# What needs to be done
Starting with the line that has "Which roads connect" and finishing with the line that has "Trace every road, lane", set down each line below exactly. Pictures are not copied.

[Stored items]
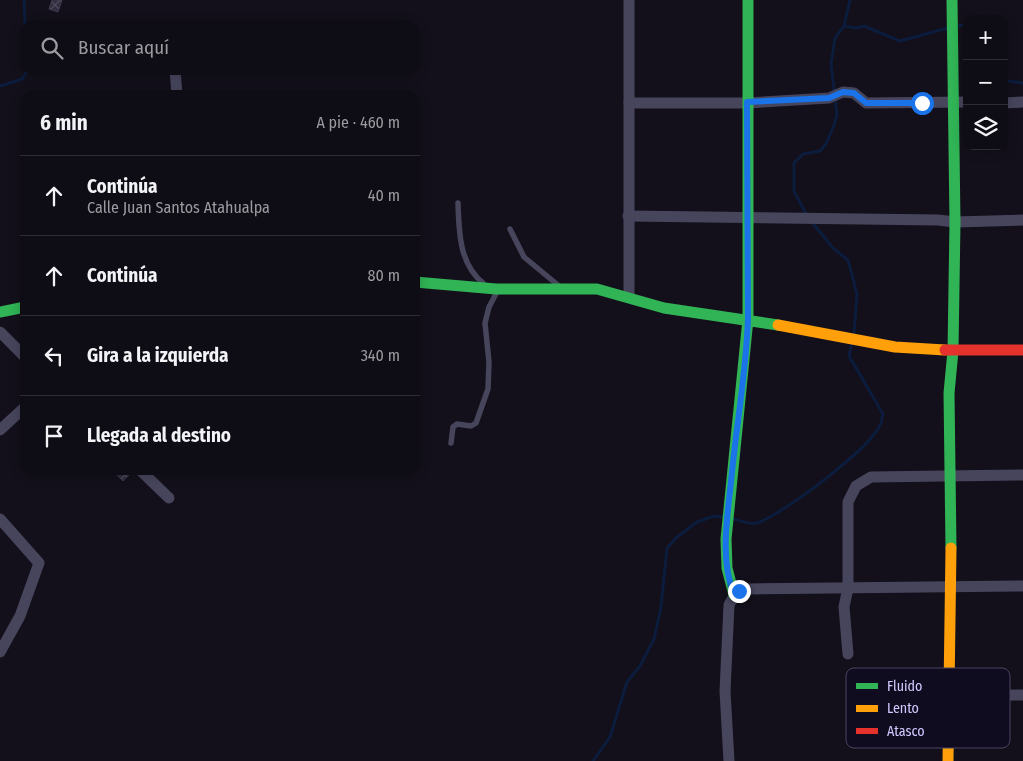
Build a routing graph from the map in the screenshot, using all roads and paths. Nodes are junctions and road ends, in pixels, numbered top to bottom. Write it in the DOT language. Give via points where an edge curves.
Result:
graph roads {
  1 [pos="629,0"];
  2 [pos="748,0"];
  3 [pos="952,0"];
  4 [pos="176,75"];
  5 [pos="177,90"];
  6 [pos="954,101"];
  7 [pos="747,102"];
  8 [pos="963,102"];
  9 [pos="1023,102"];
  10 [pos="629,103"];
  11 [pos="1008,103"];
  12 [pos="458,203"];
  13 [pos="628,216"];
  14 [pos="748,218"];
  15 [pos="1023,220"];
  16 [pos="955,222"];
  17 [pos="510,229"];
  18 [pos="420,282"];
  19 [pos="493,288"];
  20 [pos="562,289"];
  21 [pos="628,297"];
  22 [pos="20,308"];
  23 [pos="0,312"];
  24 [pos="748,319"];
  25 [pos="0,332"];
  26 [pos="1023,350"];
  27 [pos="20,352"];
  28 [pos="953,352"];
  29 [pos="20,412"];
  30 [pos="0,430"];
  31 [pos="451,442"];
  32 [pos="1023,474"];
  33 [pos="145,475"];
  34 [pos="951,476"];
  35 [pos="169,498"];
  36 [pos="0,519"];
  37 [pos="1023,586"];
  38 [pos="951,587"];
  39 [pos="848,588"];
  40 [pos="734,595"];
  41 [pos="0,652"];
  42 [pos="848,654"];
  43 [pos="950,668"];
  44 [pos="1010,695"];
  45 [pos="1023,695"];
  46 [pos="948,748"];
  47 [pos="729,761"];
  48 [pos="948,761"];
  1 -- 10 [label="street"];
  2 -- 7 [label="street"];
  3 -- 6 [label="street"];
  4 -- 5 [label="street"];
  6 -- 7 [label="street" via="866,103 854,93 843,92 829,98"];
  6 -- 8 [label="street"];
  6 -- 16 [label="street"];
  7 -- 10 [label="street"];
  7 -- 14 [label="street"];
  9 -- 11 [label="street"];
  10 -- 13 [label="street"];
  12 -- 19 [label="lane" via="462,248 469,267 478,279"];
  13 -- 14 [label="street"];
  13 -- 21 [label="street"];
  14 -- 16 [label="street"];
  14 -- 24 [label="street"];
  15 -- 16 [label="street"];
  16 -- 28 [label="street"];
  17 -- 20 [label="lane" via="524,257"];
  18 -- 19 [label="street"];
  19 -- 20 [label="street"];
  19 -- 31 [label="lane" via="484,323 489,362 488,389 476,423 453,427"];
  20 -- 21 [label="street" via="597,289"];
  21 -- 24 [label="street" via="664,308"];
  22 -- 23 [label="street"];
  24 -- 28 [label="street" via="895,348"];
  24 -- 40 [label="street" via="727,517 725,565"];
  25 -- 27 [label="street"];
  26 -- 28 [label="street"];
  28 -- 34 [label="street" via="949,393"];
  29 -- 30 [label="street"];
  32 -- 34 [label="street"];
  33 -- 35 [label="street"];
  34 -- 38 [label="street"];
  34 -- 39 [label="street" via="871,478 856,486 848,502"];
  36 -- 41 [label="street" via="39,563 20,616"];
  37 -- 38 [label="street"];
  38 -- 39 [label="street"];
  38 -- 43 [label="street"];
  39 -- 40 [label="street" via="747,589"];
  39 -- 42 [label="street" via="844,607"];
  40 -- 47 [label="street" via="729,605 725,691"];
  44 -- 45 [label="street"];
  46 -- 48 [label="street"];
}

* * *

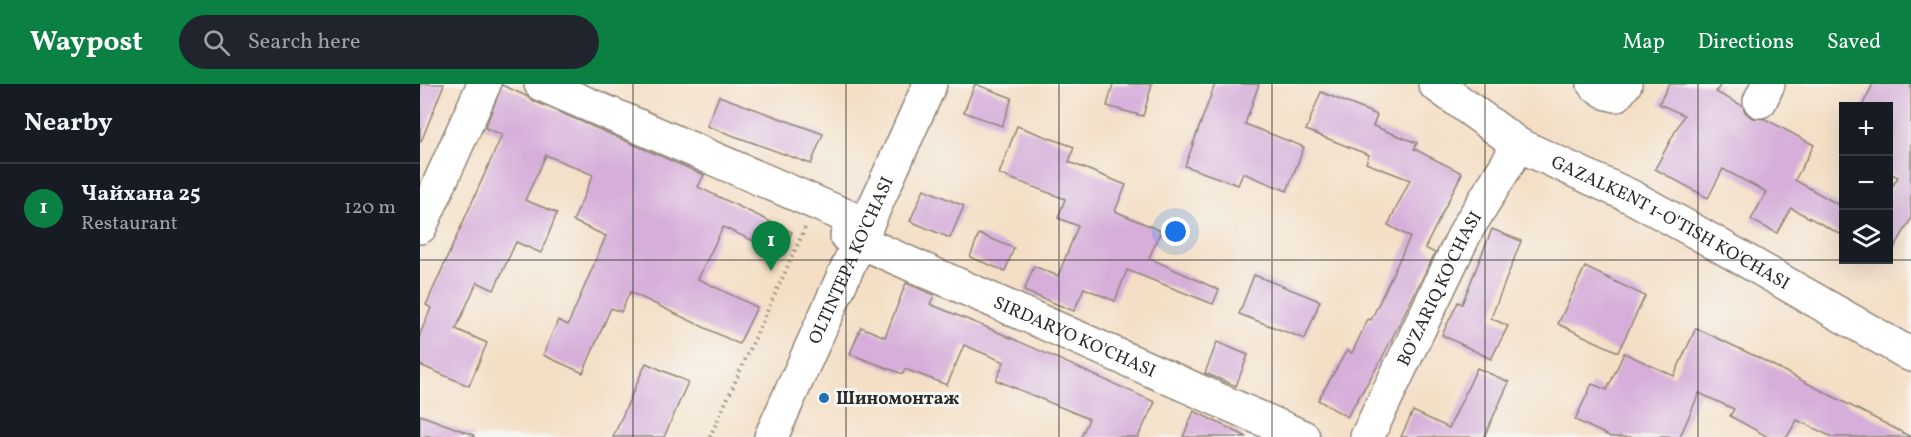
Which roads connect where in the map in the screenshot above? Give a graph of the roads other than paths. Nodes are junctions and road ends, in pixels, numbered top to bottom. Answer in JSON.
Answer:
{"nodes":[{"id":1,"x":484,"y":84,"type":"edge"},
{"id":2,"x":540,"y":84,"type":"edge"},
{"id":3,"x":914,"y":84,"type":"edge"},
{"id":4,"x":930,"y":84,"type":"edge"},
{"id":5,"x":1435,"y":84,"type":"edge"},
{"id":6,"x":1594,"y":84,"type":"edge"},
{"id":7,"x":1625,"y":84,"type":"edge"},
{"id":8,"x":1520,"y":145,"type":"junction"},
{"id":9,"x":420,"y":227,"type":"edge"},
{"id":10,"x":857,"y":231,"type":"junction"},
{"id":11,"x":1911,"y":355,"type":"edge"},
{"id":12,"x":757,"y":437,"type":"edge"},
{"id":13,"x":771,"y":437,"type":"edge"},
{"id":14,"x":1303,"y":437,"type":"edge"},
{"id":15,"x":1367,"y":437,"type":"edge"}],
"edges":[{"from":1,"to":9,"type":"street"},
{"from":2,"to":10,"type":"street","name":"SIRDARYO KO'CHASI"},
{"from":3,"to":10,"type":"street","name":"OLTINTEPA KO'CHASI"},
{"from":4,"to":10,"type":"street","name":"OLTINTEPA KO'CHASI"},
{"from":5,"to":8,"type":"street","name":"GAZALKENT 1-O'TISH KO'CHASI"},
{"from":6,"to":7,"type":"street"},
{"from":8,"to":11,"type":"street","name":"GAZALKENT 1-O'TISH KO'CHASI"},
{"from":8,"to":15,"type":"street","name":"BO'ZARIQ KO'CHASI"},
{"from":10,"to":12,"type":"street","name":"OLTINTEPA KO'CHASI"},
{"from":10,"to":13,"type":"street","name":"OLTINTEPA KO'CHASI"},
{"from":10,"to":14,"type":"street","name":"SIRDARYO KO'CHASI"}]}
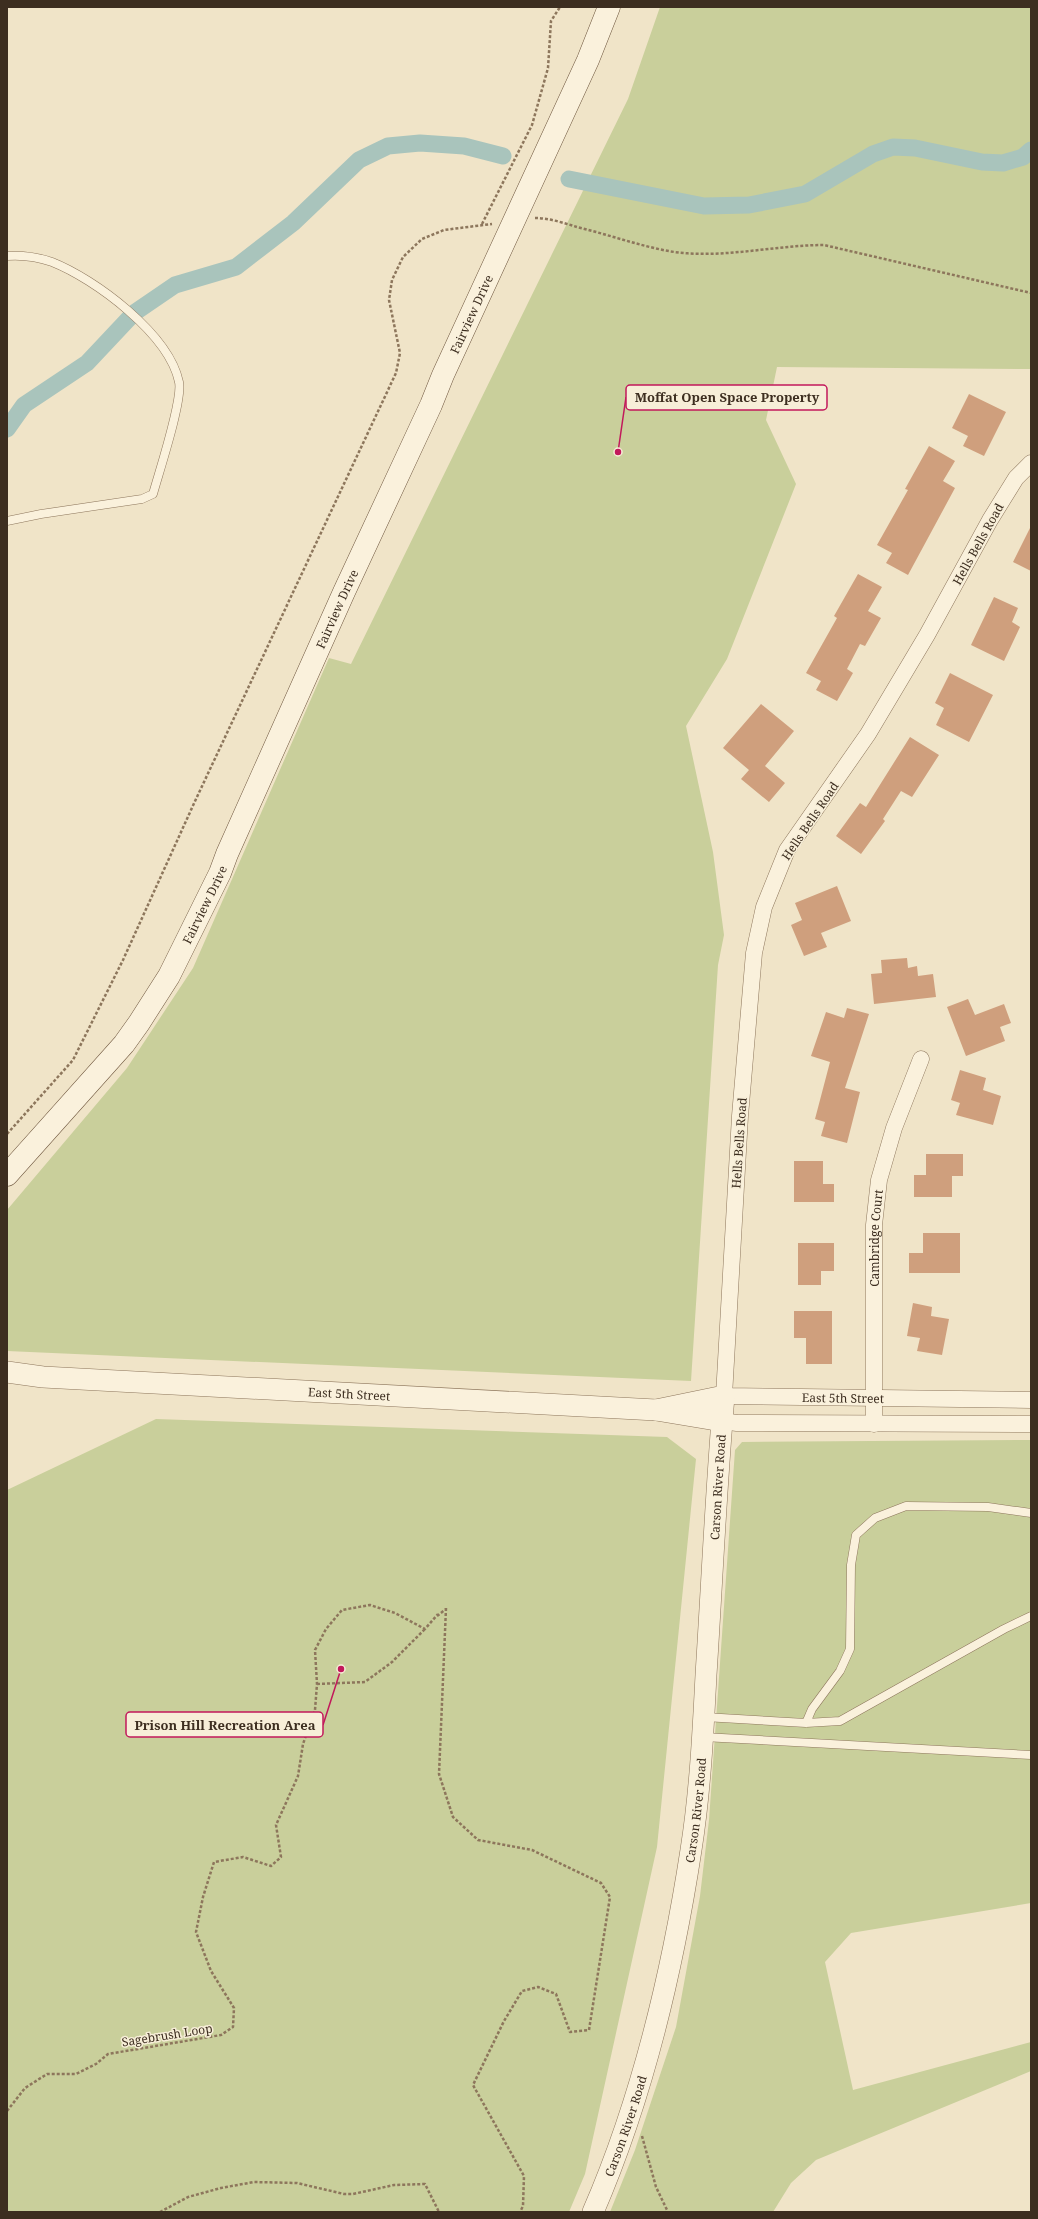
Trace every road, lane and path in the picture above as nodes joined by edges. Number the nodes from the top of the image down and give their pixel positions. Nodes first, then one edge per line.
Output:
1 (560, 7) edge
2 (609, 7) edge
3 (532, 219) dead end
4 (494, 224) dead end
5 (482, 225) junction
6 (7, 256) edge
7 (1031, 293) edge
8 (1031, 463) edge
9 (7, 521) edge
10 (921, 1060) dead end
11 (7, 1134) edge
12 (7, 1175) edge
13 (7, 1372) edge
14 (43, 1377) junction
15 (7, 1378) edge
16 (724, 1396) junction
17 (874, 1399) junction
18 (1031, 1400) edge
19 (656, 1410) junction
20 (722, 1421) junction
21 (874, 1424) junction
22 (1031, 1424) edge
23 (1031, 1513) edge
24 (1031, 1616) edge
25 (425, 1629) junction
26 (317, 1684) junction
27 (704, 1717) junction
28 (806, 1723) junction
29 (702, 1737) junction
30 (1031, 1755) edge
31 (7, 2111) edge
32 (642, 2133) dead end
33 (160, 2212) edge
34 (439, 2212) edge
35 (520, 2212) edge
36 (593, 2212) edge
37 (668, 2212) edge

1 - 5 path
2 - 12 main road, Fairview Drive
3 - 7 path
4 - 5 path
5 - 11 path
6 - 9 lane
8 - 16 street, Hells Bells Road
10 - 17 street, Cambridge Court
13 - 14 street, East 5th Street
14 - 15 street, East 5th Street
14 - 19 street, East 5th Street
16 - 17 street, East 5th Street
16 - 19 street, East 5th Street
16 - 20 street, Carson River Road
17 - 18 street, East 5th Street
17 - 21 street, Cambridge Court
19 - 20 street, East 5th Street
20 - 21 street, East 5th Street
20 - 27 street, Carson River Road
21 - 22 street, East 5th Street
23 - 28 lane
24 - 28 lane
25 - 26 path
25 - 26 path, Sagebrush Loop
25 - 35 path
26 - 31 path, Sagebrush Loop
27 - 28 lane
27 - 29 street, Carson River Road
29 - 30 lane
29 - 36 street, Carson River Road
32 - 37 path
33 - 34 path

# Response to this task
Which roads connect where in the map in the screenshot above? Give a graph of the roads other than paths. Nodes are junctions and road ends, in pixels, numbered top to bottom. Answer in JSON.
Answer:
{"nodes":[{"id":1,"x":484,"y":84,"type":"edge"},
{"id":2,"x":540,"y":84,"type":"edge"},
{"id":3,"x":914,"y":84,"type":"edge"},
{"id":4,"x":930,"y":84,"type":"edge"},
{"id":5,"x":1435,"y":84,"type":"edge"},
{"id":6,"x":1594,"y":84,"type":"edge"},
{"id":7,"x":1625,"y":84,"type":"edge"},
{"id":8,"x":1520,"y":145,"type":"junction"},
{"id":9,"x":420,"y":227,"type":"edge"},
{"id":10,"x":857,"y":231,"type":"junction"},
{"id":11,"x":1911,"y":355,"type":"edge"},
{"id":12,"x":757,"y":437,"type":"edge"},
{"id":13,"x":771,"y":437,"type":"edge"},
{"id":14,"x":1303,"y":437,"type":"edge"},
{"id":15,"x":1367,"y":437,"type":"edge"}],
"edges":[{"from":1,"to":9,"type":"street"},
{"from":2,"to":10,"type":"street","name":"SIRDARYO KO'CHASI"},
{"from":3,"to":10,"type":"street","name":"OLTINTEPA KO'CHASI"},
{"from":4,"to":10,"type":"street","name":"OLTINTEPA KO'CHASI"},
{"from":5,"to":8,"type":"street","name":"GAZALKENT 1-O'TISH KO'CHASI"},
{"from":6,"to":7,"type":"street"},
{"from":8,"to":11,"type":"street","name":"GAZALKENT 1-O'TISH KO'CHASI"},
{"from":8,"to":15,"type":"street","name":"BO'ZARIQ KO'CHASI"},
{"from":10,"to":12,"type":"street","name":"OLTINTEPA KO'CHASI"},
{"from":10,"to":13,"type":"street","name":"OLTINTEPA KO'CHASI"},
{"from":10,"to":14,"type":"street","name":"SIRDARYO KO'CHASI"}]}
Trace every road, lane and path in the picture above as nodes joined by edges. Number the nodes from the top of the image down and give their pixel positions. Nodes first, then one edge per line.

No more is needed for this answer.